It was a rather eventful and tumultuous weekend for Turkey’s economic management as it brought the firing of the central bank (TCMB) governor and the resignation of the finance minister. The former was dealt with the brutal efficiency of a presidential decree, and a new governor was quickly appointed. The latter remains a mystery. It took a few hours to get official confirmations that the unusual resignation statement posted on Instagram was true and not some hackers’ work. It is also unknown why President Recep Tayyip’s Erdogan son-in-law suddenly decided to step down as finance minister. More puzzlingly, almost 24 hours later, the presidential palace has still not commented on the issue. Unsurprisingly, Turkey’s state-owned and pro-government media have barely reported the news of the resignation.
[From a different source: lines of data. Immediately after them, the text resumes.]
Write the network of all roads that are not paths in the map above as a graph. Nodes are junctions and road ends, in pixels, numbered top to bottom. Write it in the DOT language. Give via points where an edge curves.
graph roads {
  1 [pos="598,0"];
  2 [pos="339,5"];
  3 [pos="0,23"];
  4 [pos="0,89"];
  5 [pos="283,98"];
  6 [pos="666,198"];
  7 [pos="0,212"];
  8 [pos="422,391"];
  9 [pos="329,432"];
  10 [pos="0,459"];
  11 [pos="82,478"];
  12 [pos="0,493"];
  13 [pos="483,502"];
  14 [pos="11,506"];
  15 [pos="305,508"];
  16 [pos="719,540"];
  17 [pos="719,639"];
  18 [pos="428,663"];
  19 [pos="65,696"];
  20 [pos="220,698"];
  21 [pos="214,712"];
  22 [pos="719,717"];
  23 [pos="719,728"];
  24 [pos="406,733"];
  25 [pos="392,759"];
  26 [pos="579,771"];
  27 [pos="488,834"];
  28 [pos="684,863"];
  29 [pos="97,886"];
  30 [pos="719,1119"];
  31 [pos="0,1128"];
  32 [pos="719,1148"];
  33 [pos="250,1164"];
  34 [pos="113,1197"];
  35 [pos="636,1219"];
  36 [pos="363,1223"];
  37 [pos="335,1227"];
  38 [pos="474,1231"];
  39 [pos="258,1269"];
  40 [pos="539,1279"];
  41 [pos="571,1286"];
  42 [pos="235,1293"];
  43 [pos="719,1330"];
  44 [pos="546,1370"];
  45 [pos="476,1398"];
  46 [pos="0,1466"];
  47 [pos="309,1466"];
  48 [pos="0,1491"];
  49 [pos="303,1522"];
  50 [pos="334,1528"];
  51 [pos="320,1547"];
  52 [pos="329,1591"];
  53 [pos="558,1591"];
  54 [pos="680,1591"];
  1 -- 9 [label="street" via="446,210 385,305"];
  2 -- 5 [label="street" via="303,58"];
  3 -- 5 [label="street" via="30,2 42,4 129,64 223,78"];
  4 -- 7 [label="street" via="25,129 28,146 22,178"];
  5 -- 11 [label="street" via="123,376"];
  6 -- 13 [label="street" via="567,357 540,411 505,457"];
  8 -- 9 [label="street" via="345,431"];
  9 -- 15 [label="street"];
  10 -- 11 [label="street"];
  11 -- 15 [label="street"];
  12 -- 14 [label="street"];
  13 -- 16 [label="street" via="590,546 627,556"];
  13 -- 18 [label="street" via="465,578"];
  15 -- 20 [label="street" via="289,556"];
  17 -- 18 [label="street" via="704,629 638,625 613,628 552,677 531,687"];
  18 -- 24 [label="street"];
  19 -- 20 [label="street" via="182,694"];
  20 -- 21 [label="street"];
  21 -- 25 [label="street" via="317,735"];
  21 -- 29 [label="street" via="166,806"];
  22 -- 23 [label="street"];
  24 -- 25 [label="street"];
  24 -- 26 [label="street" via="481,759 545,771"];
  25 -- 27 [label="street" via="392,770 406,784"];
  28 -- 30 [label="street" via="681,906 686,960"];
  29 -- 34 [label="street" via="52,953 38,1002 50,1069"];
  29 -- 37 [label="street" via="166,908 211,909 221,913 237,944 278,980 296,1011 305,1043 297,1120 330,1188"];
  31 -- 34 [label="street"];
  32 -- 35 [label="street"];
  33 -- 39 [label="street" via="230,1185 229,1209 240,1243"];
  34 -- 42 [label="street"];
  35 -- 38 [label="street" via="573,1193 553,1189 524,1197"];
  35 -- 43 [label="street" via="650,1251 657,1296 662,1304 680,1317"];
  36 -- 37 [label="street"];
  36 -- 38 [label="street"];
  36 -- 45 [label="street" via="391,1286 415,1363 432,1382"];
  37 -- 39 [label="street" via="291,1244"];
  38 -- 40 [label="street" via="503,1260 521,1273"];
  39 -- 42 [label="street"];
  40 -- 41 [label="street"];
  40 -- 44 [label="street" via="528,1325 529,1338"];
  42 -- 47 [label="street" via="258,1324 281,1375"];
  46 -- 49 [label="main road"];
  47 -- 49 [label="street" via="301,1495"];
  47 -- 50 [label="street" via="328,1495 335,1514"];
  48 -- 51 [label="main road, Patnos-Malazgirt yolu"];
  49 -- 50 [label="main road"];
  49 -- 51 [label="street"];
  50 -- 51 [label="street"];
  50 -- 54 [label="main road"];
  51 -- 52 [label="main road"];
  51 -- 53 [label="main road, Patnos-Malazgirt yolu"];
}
It remains unclear whether President Erdogan will accept the resignation, sanctioning a politically embarrassing departure for him, given the unprecedented power he granted to the son-in-law. Solving the family dispute will not be easy but finding a credible candidate for the portfolio will be even harder, if not impossible. If Erdogan decides to pick somebody from the AKP ranks, the small poll of candidates is composed of some old faces, with limited or no political standing, whose main credential for the job is their loyalty to the president. A less likely option is an “external” candidate given Erdogan’s known reluctance to appoint “independent” figures to powerful positions. Not to mention that anybody contemplating to take the job would need to contend with Erdogan’s constant interference.
The bottom line is that the idea that the president’s son-in-law’s departure will somehow lead to a significant overhaul in Turkish economic policy is unrealistic unless Erdogan decides to embrace such an overhaul. It is not about individuals; it is about President Tayyip Erdogan. Else is mainly choreography – just as the likely rate hike that Erdogan will greenlight ahead of the monetary policy committee’s 19 November meeting. As seen in the past, a rate hike does not certainly mean that a return to economic orthodoxy is next.